Early yesterday morning, Nick Massoni and his employees stood before the smoldering black hole that was once the green facade of the Painters Mill Theatre and cried.
"There's not much else you can do. It's totaled, it's all gone," said the theater manager, who watched a year's worth of hard work to restore the luster to the once-fabled concert hall go up in smoke. The hall began holding shows 13 months ago after being closed for more than five years.
Dozens of employees came to see for themselves whether anything was left of the building, which was set ablaze yesterday when burglars used an acetylene torch to break open the safe in Mr. Massoni's office, the manager and police said.
"They didn't just kill a building, they killed a theater . . . it's living entity," said a tearful Robin Parker, the theater's crew chief.
The fire spread rapidly through the front office and -- if it were not for a fire wall -- would have consumed the theater, where just last Saturday the Kentucky Head Hunters played to a sold-out crowd of country music fans.
Investigators quickly concluded that the fire was deliberately set because the burglars left behind a hole seared out of a metal grate in a dressing room window where they entered, along with the acetylene torch and oxygen tanks near the office safe.
Police said they were investigating tips that may lead them to the burglars, including a theft at a Carroll County construction site wherethe oxygen tanks used in the Painters Mill fire were stolen.
Inside the 2,400-seat theater, smoke and water damage turned the red velour, cushioned seats into row after row of blackened stumps. Nearly a foot of water covered the rotating stage, and loose rigging and cables dangled everywhere.
"The building is in very bad shape," said Ed Snell, general manager of Painters Mill Theatre. "It will be difficult, but not impossible, to rebuild it."
Mr. Snell said Painters Mill Theatre leased the building from Diversified Investment Associates Inc., a real estate investment firm whose principals could not be reached yesterday for comment on whether they plan to rebuild.
With the concert hall's future in doubt, those who reveled in its revival as a showcase for nationally known acts lamented the loss of a place that had helped to fill a void in the Baltimore music scene.
"It had its advantages over the club circuit," said Russ Mottla, program director at WIYY-FM (98 Rock). "It was a sit-down theater, rather than a bar, and it was an all-ages-access venue."
"The acoustics were great," Mr. Massoni said. "You were never more than 70 feet from the stage. It was like being in a jam session."
The fire also left Chesapeake Concerts scrambling to find places to stage seven events on the Painters Mill calendar, which ranged from the rock group Great White to country singers the Oak Ridge Boys and the modern dance troupe Pilobolus.
"We are trying to place all of them in different venues," said Jeanne Wagner, director of public relations and advertising for the Northern Virginia-based company. "We should know in a couple of days."
Ms. Wagner promised "there will be refunds" for tickets sold to any show not rescheduled, although she said no procedure had been formally established.

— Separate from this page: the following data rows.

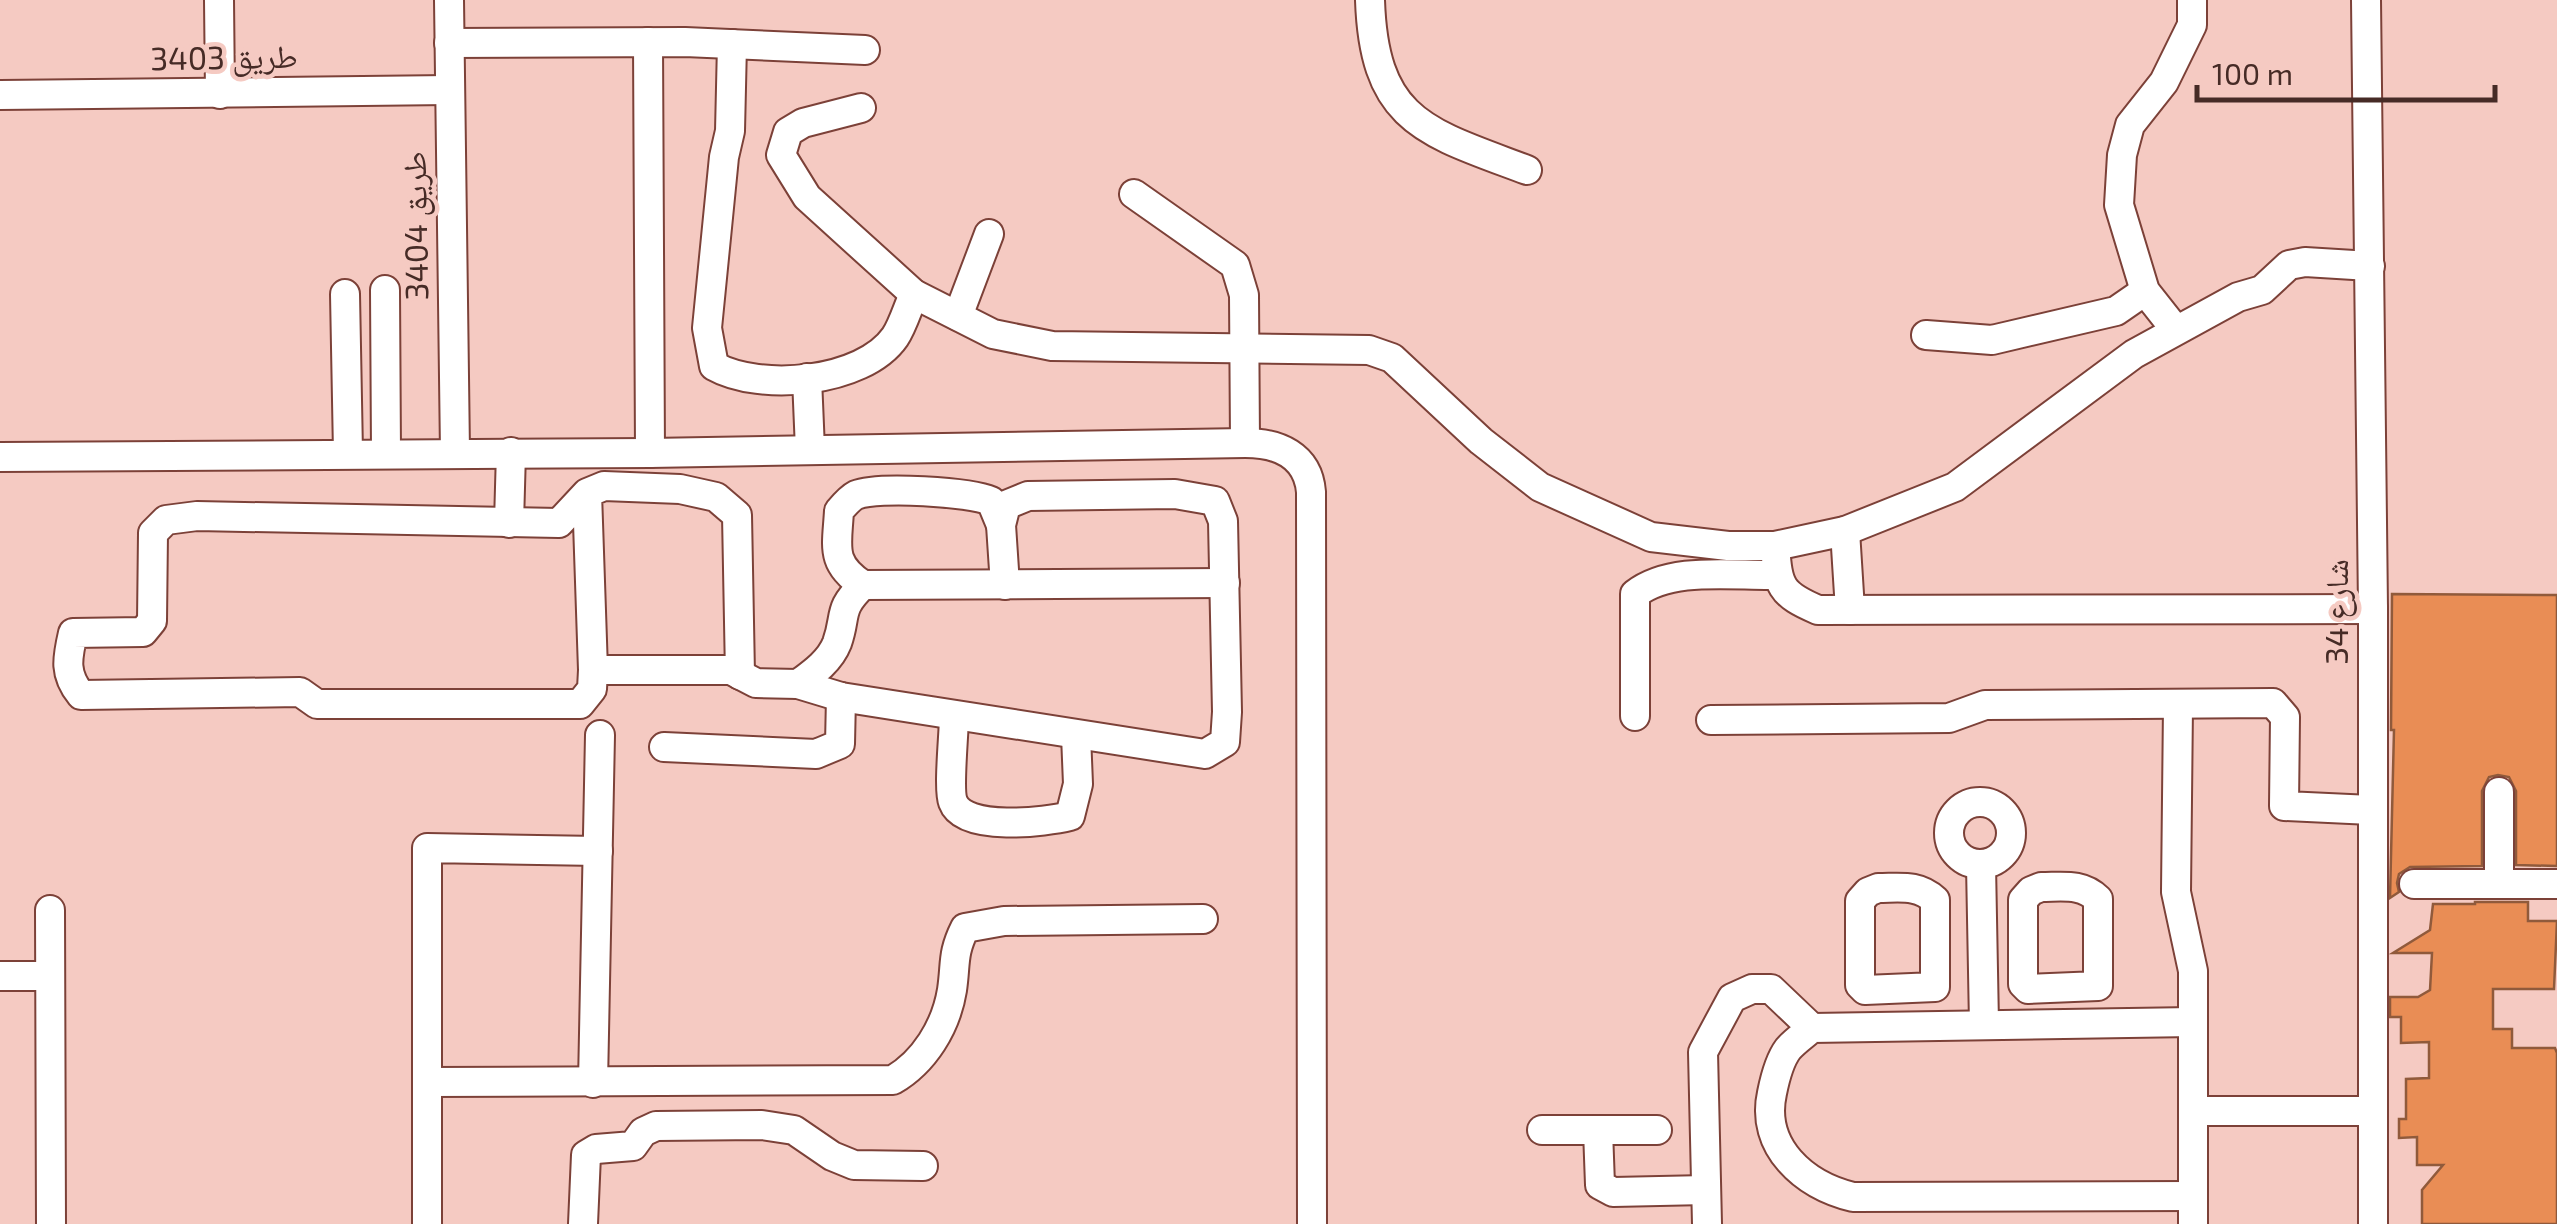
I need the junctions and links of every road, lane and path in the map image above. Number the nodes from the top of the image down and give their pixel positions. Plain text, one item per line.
1 (219, 0) edge
2 (449, 0) edge
3 (1370, 0) edge
4 (2192, 0) edge
5 (2366, 0) edge
6 (648, 42) junction
7 (449, 43) junction
8 (732, 44) junction
9 (865, 50) dead end
10 (449, 90) junction
11 (220, 94) junction
12 (0, 95) edge
13 (860, 108) dead end
14 (1527, 170) dead end
15 (1134, 194) dead end
16 (989, 234) dead end
17 (2370, 266) junction
18 (385, 290) dead end
19 (2145, 291) junction
20 (345, 294) dead end
21 (914, 294) junction
22 (958, 316) junction
23 (2175, 330) junction
24 (1926, 335) dead end
25 (1244, 349) junction
26 (807, 378) junction
27 (1246, 442) junction
28 (810, 450) junction
29 (386, 452) junction
30 (455, 452) junction
31 (511, 452) junction
32 (650, 452) junction
33 (348, 453) junction
34 (0, 458) edge
35 (588, 493) junction
36 (510, 523) junction
37 (1002, 525) junction
38 (1845, 531) junction
39 (1775, 546) junction
40 (1776, 575) junction
41 (1224, 583) junction
42 (1005, 585) junction
43 (863, 586) junction
44 (2373, 609) junction
45 (1850, 610) junction
46 (593, 670) junction
47 (740, 675) junction
48 (798, 684) junction
49 (840, 697) junction
50 (2178, 706) junction
51 (954, 716) junction
52 (1635, 716) dead end
53 (1711, 720) dead end
54 (600, 735) dead end
55 (1076, 735) junction
56 (664, 747) dead end
57 (2498, 792) dead end
58 (2371, 810) junction
59 (598, 851) junction
60 (1982, 865) dead end
61 (2414, 884) dead end
62 (2500, 884) junction
63 (2557, 884) edge
64 (50, 910) dead end
65 (1203, 919) dead end
66 (0, 976) edge
67 (50, 976) junction
68 (2065, 989) dead end
69 (1902, 990) dead end
70 (2192, 1022) junction
71 (1901, 1024) junction
72 (1984, 1024) junction
73 (2064, 1024) junction
74 (1812, 1028) junction
75 (427, 1082) junction
76 (593, 1083) junction
77 (2192, 1111) junction
78 (2373, 1111) junction
79 (1542, 1130) dead end
80 (1598, 1130) junction
81 (1658, 1130) dead end
82 (923, 1166) dead end
83 (1706, 1190) junction
84 (2193, 1210) edge
85 (51, 1224) edge
86 (427, 1224) edge
87 (583, 1224) edge
88 (1312, 1224) edge
89 (1707, 1224) edge
90 (2373, 1224) edge

1 - 11 street
2 - 7 street, طريق 3404
3 - 14 street
4 - 19 street
5 - 17 street, شارع 34
6 - 7 street
6 - 8 street
6 - 32 street
7 - 10 street, طريق 3404
8 - 9 street
8 - 26 street
10 - 11 street, طريق 3403
10 - 30 street, طريق 3404
11 - 12 street, طريق 3403
13 - 21 street
15 - 25 street
16 - 22 street
17 - 23 street
17 - 44 street, شارع 34
18 - 29 street
19 - 23 street
19 - 24 street
20 - 33 street
21 - 22 street
21 - 26 street
22 - 25 street
23 - 38 street
25 - 27 street
25 - 39 street
26 - 28 street
27 - 28 street
27 - 88 street
28 - 32 street
29 - 30 street
29 - 33 street
30 - 31 street
31 - 32 street
31 - 36 street
33 - 34 street
35 - 36 street
35 - 46 street
35 - 47 street
36 - 46 street
37 - 41 street
37 - 42 street
37 - 43 street
38 - 39 street
38 - 45 street
39 - 40 street
40 - 45 street
40 - 52 street
41 - 42 street
41 - 55 street
42 - 43 street
43 - 48 street
44 - 45 street
44 - 58 street, شارع 34
46 - 47 street
47 - 48 street
48 - 49 street
49 - 51 street
49 - 56 street
50 - 53 street
50 - 58 street
50 - 70 street
51 - 55 street
51 - 55 street
54 - 59 street
57 - 62 street
58 - 78 street, شارع 34
59 - 75 street
59 - 76 street
60 - 72 street
61 - 62 street
62 - 63 street
64 - 67 street
65 - 76 street
66 - 67 street
67 - 85 street
68 - 73 street
69 - 71 street
70 - 73 street
70 - 77 street
71 - 72 street
71 - 74 street
72 - 73 street
74 - 83 street
74 - 84 street
75 - 76 street
75 - 86 street
77 - 78 street
77 - 84 street
78 - 90 street, شارع 34
79 - 80 street
80 - 81 street
80 - 83 street
82 - 87 street
83 - 89 street

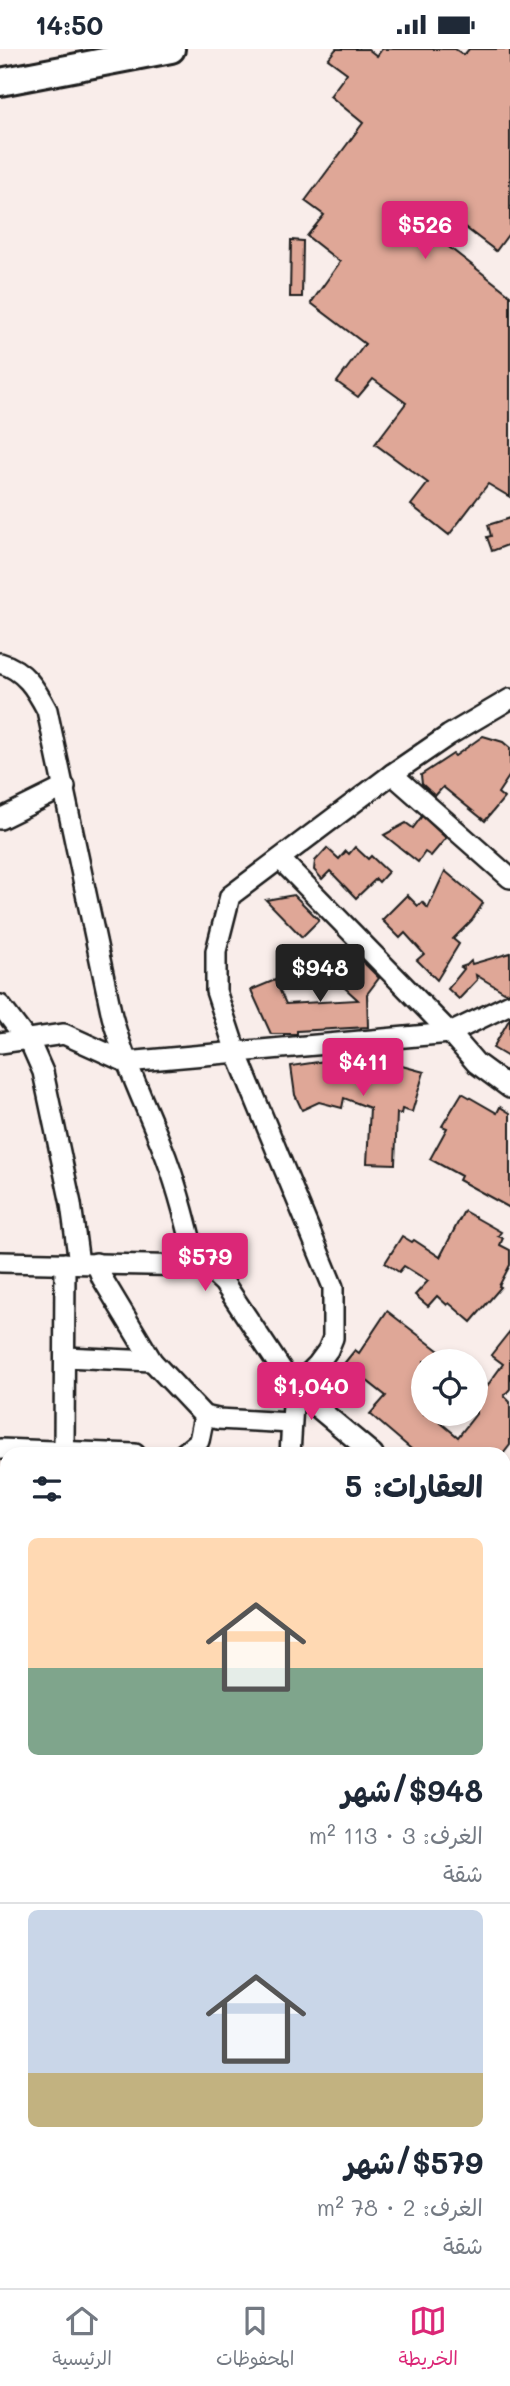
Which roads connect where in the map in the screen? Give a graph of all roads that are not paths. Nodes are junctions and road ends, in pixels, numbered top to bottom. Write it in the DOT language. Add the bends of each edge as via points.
graph roads {
  1 [pos="171,49"];
  2 [pos="0,82"];
  3 [pos="0,663"];
  4 [pos="510,699"];
  5 [pos="393,775"];
  6 [pos="65,787"];
  7 [pos="0,819"];
  8 [pos="280,859"];
  9 [pos="510,878"];
  10 [pos="510,1004"];
  11 [pos="0,1005"];
  12 [pos="450,1033"];
  13 [pos="27,1040"];
  14 [pos="0,1042"];
  15 [pos="236,1052"];
  16 [pos="126,1062"];
  17 [pos="510,1088"];
  18 [pos="0,1262"];
  19 [pos="80,1263"];
  20 [pos="197,1266"];
  21 [pos="65,1357"];
  22 [pos="152,1361"];
  23 [pos="294,1388"];
  24 [pos="204,1416"];
  25 [pos="291,1423"];
  26 [pos="64,1447"];
  27 [pos="192,1447"];
  28 [pos="290,1447"];
  29 [pos="365,1447"];
  1 -- 2 [label="main road"];
  3 -- 6 [label="street" via="24,676 47,710"];
  4 -- 5 [label="street"];
  5 -- 8 [label="street"];
  5 -- 9 [label="street"];
  6 -- 7 [label="street"];
  6 -- 16 [label="street" via="112,1016"];
  8 -- 12 [label="street"];
  8 -- 15 [label="street" via="230,896 216,951 216,991"];
  10 -- 12 [label="street"];
  11 -- 13 [label="street"];
  12 -- 15 [label="street"];
  12 -- 17 [label="street" via="476,1063"];
  13 -- 14 [label="street"];
  13 -- 16 [label="street" via="64,1034"];
  13 -- 19 [label="street" via="38,1056 48,1094"];
  15 -- 16 [label="street"];
  15 -- 23 [label="street" via="333,1287 334,1338 317,1365"];
  16 -- 20 [label="street" via="166,1157"];
  18 -- 19 [label="street"];
  19 -- 20 [label="street"];
  19 -- 21 [label="street"];
  19 -- 22 [label="street" via="102,1278"];
  20 -- 23 [label="street" via="225,1283"];
  21 -- 22 [label="street"];
  21 -- 26 [label="street"];
  22 -- 24 [label="street"];
  23 -- 25 [label="street"];
  23 -- 29 [label="street"];
  24 -- 25 [label="street"];
  24 -- 27 [label="street" via="199,1441"];
  25 -- 28 [label="street"];
}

A show scheduled for Painters Mill last night to celebrate the 14th anniversary of 98 Rock was moved to Hammerjacks in South Baltimore.Those unable to attend at the new location can get refunds obtained where they purchased their tickets, Mr. Mottla said.
The fire came just as Painters Mill was rebounding from one of the most difficult periods in a storied history that began when it opened in June 1960 as a summer tent theater offering Broadway-style shows and Hollywood acts.
The theater's operators, Music Fair Inc., of Pennsylvania, decided to abandon the tent concept in 1967 in favor of an enclosed, year-round facility. The company also began booking pop acts such as The Temptations and Jose Feliciano.
Painters Mill continued to draw crowds but was beginning to experience financial problems.
In 1973, it reported losing more than half a million dollars on revenues of $8.6 million.
In January 1980, the operation of the theater was taken over bMaryland Theatrical, a company whose principals included two well-known local promoters, Richard Klotzman and Lee Silverman.
Its last show of the decade would turn out to be a performance by Ashford and Simpson in December 1984.
The next month, a flood, blamed in part on the construction of Interstate 795, forced the theater to close, canceling several concerts. When ticket-holders couldn't get refunds, the state attorney general's office launched an investigation which revealed that the operators of the theater had failed to pay federal, state and local taxes amounting to more than $200,000, including interest and penalties.
The concert hall got a new start in December 1989, when Painters Mill Theatre signed a lease to operate the facility.